Content starts

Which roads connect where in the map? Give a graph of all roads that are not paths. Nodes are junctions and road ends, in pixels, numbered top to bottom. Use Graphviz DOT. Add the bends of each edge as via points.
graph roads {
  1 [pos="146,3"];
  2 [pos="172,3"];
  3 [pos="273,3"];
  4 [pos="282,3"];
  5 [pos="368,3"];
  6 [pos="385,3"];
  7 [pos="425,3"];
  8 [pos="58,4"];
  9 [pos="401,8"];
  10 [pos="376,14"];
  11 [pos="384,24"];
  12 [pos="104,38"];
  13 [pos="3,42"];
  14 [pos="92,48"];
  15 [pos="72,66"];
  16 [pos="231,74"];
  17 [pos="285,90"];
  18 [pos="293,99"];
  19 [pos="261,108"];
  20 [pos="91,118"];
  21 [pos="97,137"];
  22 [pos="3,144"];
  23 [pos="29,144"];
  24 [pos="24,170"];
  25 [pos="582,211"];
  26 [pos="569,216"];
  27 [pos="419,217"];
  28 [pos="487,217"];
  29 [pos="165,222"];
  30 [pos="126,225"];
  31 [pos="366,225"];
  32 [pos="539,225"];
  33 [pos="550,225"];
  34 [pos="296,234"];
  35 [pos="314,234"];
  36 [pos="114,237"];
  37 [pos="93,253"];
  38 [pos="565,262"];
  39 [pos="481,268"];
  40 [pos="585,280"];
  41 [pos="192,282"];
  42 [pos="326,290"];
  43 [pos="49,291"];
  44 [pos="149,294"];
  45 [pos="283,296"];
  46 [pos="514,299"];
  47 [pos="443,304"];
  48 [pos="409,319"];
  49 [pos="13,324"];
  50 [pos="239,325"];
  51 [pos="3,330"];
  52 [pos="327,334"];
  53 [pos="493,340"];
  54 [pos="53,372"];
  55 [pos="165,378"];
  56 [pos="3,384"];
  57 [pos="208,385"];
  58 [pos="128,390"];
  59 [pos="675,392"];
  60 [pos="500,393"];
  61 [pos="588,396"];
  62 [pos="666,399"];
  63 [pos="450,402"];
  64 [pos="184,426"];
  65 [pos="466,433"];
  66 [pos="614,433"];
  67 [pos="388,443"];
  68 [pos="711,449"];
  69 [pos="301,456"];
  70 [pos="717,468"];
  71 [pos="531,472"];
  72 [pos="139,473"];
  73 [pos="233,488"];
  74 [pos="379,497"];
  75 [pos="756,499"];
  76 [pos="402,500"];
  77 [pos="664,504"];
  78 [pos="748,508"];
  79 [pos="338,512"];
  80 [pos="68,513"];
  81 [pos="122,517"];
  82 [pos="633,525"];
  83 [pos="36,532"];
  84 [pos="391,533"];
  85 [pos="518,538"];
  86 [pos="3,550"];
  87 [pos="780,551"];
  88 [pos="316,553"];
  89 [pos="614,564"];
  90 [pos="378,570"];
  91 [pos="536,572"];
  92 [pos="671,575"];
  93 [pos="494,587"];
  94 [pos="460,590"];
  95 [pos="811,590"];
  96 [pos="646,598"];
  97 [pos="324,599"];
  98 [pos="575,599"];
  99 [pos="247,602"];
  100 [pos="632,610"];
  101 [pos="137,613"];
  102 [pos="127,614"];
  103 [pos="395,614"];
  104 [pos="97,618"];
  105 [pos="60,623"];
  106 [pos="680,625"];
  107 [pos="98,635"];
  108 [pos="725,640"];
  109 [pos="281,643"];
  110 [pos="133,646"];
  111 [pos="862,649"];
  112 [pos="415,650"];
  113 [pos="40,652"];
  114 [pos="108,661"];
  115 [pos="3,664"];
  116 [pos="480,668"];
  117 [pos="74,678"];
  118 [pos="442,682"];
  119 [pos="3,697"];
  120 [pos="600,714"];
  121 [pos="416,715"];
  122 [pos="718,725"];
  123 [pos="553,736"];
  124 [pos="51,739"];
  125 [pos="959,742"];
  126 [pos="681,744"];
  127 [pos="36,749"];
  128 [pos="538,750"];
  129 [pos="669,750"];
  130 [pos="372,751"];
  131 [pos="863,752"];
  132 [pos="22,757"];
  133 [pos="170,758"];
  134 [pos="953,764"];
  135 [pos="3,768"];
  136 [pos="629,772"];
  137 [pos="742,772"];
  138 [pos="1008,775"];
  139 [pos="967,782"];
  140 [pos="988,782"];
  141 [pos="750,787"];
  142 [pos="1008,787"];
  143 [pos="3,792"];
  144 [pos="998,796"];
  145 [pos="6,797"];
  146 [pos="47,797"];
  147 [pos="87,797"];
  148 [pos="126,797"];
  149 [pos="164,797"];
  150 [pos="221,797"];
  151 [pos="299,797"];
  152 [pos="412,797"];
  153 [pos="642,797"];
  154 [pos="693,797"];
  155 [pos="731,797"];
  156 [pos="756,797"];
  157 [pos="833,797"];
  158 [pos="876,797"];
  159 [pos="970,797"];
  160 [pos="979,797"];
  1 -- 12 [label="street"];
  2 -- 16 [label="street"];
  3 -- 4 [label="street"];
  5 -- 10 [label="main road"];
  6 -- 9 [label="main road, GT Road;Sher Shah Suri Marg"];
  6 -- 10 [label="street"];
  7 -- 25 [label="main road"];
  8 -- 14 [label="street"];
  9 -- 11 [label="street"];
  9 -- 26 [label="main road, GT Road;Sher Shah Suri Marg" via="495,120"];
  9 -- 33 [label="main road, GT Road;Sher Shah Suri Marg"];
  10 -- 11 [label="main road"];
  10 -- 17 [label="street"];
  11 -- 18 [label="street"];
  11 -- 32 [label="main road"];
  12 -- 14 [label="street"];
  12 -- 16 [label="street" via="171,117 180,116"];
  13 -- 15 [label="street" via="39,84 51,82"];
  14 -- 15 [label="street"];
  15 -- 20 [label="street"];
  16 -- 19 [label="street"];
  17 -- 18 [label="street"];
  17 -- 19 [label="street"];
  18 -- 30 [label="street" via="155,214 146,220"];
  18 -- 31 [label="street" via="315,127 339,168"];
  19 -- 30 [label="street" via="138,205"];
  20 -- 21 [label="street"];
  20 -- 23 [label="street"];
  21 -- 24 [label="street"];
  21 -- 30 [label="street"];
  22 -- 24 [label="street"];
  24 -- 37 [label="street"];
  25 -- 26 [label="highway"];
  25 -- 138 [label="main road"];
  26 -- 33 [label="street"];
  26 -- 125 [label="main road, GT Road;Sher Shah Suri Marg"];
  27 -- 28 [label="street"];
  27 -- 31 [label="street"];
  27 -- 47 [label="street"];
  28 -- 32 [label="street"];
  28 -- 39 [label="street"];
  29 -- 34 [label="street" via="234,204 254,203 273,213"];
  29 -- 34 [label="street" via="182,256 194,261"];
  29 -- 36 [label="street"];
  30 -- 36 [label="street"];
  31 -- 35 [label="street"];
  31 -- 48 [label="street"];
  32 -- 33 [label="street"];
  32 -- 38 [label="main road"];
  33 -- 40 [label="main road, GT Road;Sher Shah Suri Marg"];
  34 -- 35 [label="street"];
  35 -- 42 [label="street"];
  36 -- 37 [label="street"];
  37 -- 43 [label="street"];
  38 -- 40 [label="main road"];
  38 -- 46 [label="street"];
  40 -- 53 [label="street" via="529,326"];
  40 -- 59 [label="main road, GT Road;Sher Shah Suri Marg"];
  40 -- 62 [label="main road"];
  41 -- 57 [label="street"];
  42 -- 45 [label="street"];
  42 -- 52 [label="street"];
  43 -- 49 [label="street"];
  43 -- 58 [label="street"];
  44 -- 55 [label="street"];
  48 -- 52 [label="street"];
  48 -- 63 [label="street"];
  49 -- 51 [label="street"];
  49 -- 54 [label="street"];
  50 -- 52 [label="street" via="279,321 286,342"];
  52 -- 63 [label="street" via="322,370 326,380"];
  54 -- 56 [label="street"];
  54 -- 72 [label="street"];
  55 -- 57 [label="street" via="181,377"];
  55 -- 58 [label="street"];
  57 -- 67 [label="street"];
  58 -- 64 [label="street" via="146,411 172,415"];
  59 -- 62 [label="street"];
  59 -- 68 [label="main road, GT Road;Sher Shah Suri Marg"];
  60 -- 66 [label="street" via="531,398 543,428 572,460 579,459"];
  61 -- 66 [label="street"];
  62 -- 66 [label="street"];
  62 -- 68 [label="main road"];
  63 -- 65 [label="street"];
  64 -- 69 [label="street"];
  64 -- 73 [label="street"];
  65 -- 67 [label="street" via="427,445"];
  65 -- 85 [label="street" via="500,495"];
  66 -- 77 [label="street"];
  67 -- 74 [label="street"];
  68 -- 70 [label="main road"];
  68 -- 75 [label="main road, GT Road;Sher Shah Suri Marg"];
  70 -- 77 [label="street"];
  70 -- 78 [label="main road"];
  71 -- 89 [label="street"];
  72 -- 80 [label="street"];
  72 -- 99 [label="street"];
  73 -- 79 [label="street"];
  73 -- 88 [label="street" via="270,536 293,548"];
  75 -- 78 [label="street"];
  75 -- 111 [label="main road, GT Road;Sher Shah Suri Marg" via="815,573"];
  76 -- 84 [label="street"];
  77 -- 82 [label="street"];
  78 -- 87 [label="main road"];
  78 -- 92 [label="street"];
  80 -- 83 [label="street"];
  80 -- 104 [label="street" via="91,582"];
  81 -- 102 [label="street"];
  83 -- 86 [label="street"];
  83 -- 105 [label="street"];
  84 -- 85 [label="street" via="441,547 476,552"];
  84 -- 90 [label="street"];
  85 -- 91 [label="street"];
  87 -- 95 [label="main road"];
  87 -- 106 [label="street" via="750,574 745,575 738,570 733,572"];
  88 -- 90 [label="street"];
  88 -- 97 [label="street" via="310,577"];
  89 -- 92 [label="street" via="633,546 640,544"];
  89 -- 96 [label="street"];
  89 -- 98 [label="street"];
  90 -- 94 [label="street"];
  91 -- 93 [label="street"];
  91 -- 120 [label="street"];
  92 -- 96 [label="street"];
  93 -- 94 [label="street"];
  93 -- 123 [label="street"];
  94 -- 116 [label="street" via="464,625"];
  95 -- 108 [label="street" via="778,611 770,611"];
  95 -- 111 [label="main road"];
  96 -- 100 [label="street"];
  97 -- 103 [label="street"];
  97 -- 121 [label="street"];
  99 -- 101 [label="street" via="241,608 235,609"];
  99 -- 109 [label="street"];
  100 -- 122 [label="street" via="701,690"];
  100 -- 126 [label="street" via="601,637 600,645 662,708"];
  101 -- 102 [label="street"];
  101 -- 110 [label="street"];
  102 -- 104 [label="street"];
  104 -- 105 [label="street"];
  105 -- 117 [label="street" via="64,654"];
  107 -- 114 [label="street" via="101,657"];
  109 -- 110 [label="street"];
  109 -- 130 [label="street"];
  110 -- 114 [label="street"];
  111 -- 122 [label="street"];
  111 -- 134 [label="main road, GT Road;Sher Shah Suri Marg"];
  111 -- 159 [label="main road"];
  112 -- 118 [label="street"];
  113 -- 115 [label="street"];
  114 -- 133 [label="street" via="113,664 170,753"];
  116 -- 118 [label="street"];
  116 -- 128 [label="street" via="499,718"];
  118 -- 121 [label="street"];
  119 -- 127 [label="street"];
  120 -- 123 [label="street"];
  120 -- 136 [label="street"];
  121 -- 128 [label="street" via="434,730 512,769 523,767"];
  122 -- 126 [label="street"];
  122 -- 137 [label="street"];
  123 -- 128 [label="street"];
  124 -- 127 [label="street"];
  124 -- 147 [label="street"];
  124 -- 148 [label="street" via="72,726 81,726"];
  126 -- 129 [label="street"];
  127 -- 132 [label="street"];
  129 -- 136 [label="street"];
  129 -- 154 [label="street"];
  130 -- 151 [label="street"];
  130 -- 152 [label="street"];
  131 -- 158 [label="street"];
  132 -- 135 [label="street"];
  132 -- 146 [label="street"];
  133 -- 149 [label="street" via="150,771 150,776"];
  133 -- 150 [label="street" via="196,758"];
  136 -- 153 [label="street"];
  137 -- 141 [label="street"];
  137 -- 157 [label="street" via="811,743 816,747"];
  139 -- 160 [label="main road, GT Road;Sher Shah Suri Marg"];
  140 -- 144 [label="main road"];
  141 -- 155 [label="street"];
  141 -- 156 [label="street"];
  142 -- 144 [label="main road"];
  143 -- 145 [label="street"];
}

Content ends

What you need to do: Each line in the listing above that includes "Shah" is to be copied.

Task response:
  6 -- 9 [label="main road, GT Road;Sher Shah Suri Marg"];
  9 -- 26 [label="main road, GT Road;Sher Shah Suri Marg" via="495,120"];
  9 -- 33 [label="main road, GT Road;Sher Shah Suri Marg"];
  26 -- 125 [label="main road, GT Road;Sher Shah Suri Marg"];
  33 -- 40 [label="main road, GT Road;Sher Shah Suri Marg"];
  40 -- 59 [label="main road, GT Road;Sher Shah Suri Marg"];
  59 -- 68 [label="main road, GT Road;Sher Shah Suri Marg"];
  68 -- 75 [label="main road, GT Road;Sher Shah Suri Marg"];
  75 -- 111 [label="main road, GT Road;Sher Shah Suri Marg" via="815,573"];
  111 -- 134 [label="main road, GT Road;Sher Shah Suri Marg"];
  139 -- 160 [label="main road, GT Road;Sher Shah Suri Marg"];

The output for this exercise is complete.